Public Access to Information Cited in Rare Disease Reports

Mengyuan Fu,^1,2 Kexin Ling,³ Xinyi Zhou,³ Sneha Dave,⁴ Can Li,³ Luwen Shi,^2,3 Xiaodong Guan,^2,3 Joseph S. Ross^1,5,6

Objective

This study aims to examine whether the information sources cited within National Organization for Rare Disorders (NORD) rare disease reports were publicly available, as well as any associated costs to purchase access, given that patients, caregivers, and clinicians may rely on these sources for critical information to inform their clinical decision-making.

Design

We randomly selected 20% of all NORD rare disease reports available as of February 2024.¹ Citations within these reports were classified into 5 source types, including publications in scholarly journals (research articles, case reports, reviews), textbooks, and other internet resources. Each citation was searched using Google and categorized as open access (freely available online), accessible at cost, or unavailable online. For citations with associated costs to purchase access, we recorded the lowest listed price before taxes. A 10% cross-sample validation was conducted between each pair of researchers to check consistency. All data were collected between April and May, 2024. We used descriptive statistics to calculate the proportion of citations categorized by availability, overall and by year and source type, as well as median costs, overall and by source type. We used χ² tests to evaluate differences in open access rates by year and source type. A 2-sided P < .05 was considered statistically significant. Analyses were performed using Stata MP version 16.0.

Results

Among 1333 NORD rare disease reports available as of February 2024, 267 were randomly selected for study. These 267 reports included 4445 citations to 3506 unique information sources; the median (IQR) number of citations per report was 15 (11-20), including 9 (5-13) research articles, 0 (0-1) case reports, 0 (0-0) review articles, 1 (0-3) textbook, and 2 (1-4) other internet resources. Among 3506 unique information sources cited, 1750 (49.9%) were open access, 1381 (39.4%) were accessible at cost, and 375 (10.7%) were unavailable online (Table 25-0964). Among citations accessible only at cost, the median (IQR) cost was $31.5 ($15.0-$40.0), whereas the total cost per report for all citations accessible only at cost was $167.7 ($82.0-$258.7). The overall proportion of citations published in scholarly journals available as open access increased from 30.0% (258/860) prior to 2001 to 79.8% (95/119) from 2021 onwards (P < .001).

Conclusions

While NORD should be applauded for making its rare disease reports publicly available, we found that half of the information sources cited by these reports were not open access, potentially limiting equitable access to critical information for rare disease communities.

Reference

1. National Organization for Rare Disorders. Rare disease database. Accessed March 1, 2024. https://rarediseases.org/rare-diseases/

¹Department of Internal Medicine, Yale School of Medicine, New Haven, CT, US, joseph.ross@yale.edu; ²International Research Center for Medicinal Administration, Peking University, Beijing, China; ³Department of Pharmacy Administration and Clinical Pharmacy, School of Pharmaceutical Sciences, Peking University, Beijing, China; ⁴Generation Patient, Indianapolis, IN, US; ⁵Center for Outcomes Research and Evaluation, Yale–New Haven Health System, New Haven, CT, US; ⁶Department of Health Policy and Management, Yale School of Public Health, New Haven, CT, US.

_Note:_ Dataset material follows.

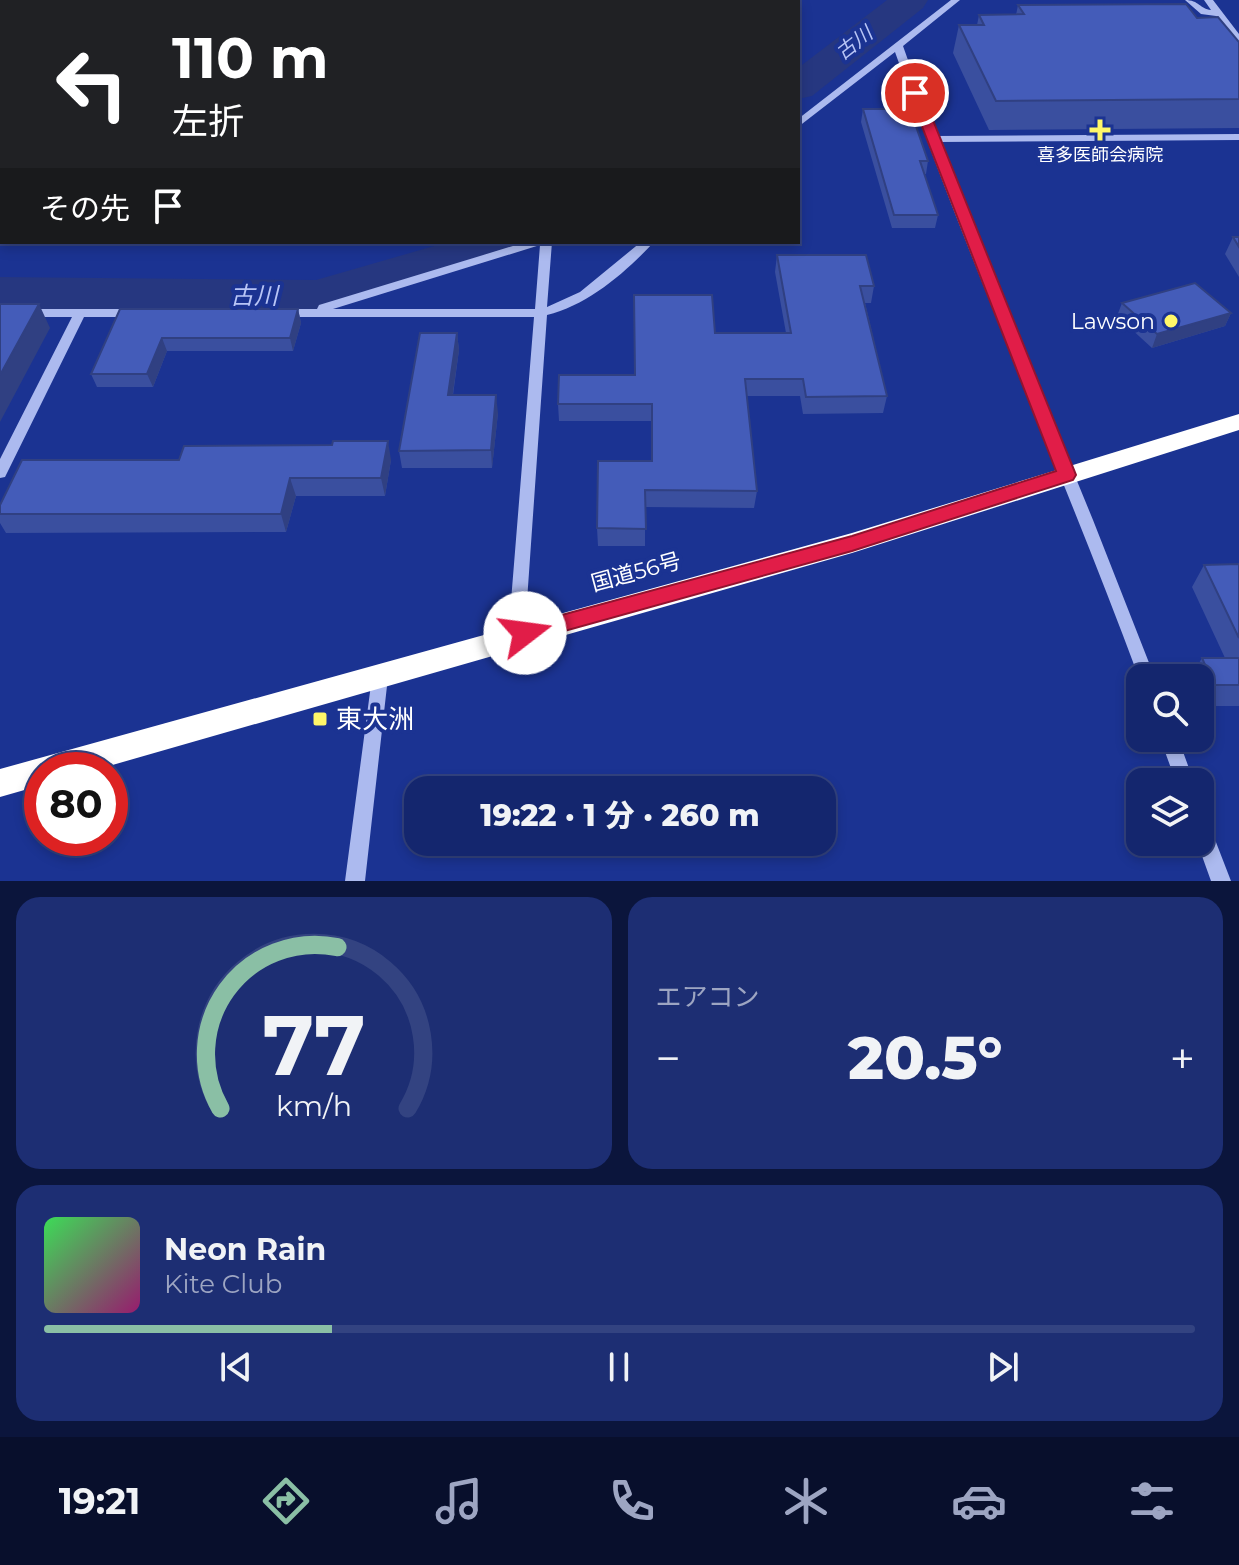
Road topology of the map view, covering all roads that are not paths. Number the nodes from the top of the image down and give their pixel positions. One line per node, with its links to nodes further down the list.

Conflict of Interest Disclosures

Mengyuan Fu currently receives research support from the National Natural Science Foundation of China (72304011). Sneha Dave is the founder and executive director of Generation Patient, an organization that receives grant funding from Arnold Ventures, Commonwealth Fund, Disability Inclusion Fund, Third Wave Fund, Responsible Technology Youth Power Fund, the Helmsley Charitable Trust, Patient-Centered Outcomes Research Institute, and Lucile Packard Foundation for Children’s Health. Joseph S. Ross currently receives research support through Yale University from Johnson and Johnson to develop methods of clinical trial data sharing, from the Food and Drug Administration for the Yale-Mayo Clinic Center for Excellence in Regulatory Science and Innovation (CERSI) program (U01FD005938), from the Agency for Healthcare Research and Quality (R01HS022882), and from Arnold Ventures; formerly received research support from the Medical Device Innovation Consortium as part of the National Evaluation System for Health Technology (NEST) and from the National Heart, Lung and Blood Institute of the National Institutes of Health (NIH) (R01HS025164, R01HL144644); was an expert witness at the request of Relator’s attorneys, the Greene Law Firm, in a qui tam suit alleging violations of the False Claims Act and Anti-Kickback Statute against Biogen Inc. that was settled in September 2022; and is a deputy editor for JAMA. No other disclosures were reported.